UNEXPECTED HIGH LEVEL OF CALCITONIN IN PATIENTS WITH APPARENTLY CURED MEDULLARY THYROID CARCINOMA: A NOVEL PITFALL IN THE IMMUNOASSAY – THE “MACROCALCITONIN”

Thalita Goulart Alves (Universidade Federal de São Paulo – Laboratório de Endocrinologia Molecular e Translacional)
- Contato: tha.alves@gmail.com

Introduction: Calcitonin (CT) represents a sensitive marker of medullary thyroid carcinoma (MTC). Clinical challenge may rise when patient presents mild CT increase without corresponding structural disease found by imaging scan. This lack of biochemical-clinical correlation may suggest assay interferences, which can delay a suitable approach for the patients. The objective of the study was to investigate the presence of new assay interferences in the serum of MTC patients who are apparently without structural disease.

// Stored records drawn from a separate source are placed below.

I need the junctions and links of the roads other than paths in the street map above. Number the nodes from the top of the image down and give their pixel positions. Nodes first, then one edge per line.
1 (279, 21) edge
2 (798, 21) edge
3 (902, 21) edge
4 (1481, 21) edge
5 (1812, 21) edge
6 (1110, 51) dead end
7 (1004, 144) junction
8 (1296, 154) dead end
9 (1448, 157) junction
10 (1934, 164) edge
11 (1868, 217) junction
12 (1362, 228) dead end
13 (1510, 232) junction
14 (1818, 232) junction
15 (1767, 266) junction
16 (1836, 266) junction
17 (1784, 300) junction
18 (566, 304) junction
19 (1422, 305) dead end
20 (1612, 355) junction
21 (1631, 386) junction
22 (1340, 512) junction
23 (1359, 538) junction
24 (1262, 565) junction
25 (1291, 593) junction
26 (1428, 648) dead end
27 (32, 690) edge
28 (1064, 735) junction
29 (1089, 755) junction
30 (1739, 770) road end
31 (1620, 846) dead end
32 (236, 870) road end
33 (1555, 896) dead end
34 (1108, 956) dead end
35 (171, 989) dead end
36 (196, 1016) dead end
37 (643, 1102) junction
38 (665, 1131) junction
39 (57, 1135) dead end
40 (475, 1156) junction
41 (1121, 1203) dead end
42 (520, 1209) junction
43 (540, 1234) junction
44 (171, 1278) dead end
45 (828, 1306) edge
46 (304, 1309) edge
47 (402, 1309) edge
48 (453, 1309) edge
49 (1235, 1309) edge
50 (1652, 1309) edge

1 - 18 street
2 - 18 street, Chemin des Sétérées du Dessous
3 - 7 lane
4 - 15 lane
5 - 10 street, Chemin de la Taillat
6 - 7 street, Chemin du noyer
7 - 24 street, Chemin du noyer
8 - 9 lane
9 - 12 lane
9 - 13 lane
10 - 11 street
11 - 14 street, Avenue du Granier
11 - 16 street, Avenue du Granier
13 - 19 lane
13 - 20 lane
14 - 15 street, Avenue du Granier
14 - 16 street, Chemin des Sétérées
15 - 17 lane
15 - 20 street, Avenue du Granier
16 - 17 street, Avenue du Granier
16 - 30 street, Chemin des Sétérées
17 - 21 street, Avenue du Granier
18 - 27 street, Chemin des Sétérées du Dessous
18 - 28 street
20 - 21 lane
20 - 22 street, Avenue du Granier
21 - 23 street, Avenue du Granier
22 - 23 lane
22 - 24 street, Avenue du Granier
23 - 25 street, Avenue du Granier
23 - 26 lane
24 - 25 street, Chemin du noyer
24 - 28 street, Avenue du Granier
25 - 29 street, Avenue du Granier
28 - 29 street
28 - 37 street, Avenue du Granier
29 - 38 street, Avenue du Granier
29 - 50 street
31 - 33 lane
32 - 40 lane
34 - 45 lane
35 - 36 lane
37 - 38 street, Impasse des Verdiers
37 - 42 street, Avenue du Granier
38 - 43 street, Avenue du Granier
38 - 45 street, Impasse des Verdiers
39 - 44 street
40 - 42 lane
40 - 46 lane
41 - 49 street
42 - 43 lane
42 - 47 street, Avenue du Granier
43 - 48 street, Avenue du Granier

Methods: CT was measured by an in-house immunofluorometric assay from 25 patients (17F:8M, aged 16-67 years) with MTC. After precipitation with polyethylene glycol (PEG) samples were subjected to gel-filtration on high performance liquid chromatography-HPLC (Biosep S-3000 column, 30x6.7mm, Phenomenex) and to affinity chromatography on Protein A Sepharose (GE Healthcare). Results showed that serum CT ranged from 21-19.800 pg/mL. Three patients showed low recovery of CT (1-7%) after PEG when compared with recovery of the others (55-135%). Elution profile on HPLC showed that almost all of the immunometric CT from these three patients behaved as a high-molecular-weight aggregate (MW>300 kDa). Additionally, when these samples were applied to the protein A sepharose, CT immunoreactivity was almost completely retained on the column and only released after lowering pH to 2.8.

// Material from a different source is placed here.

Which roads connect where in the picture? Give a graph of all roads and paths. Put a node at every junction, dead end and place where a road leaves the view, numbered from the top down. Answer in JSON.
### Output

Conclusion: Our results show for the first time the presence of a novel pitfall in the CT immunoassay – the “Macrocalcitonin”. Its etiology, frequency and meaning remain to be defined. However, rather than a simple artifact, its recognition has a noteworthy interest since it can help clinicians on the MTC follow-up, avoiding unnecessary investigation and overtreatment.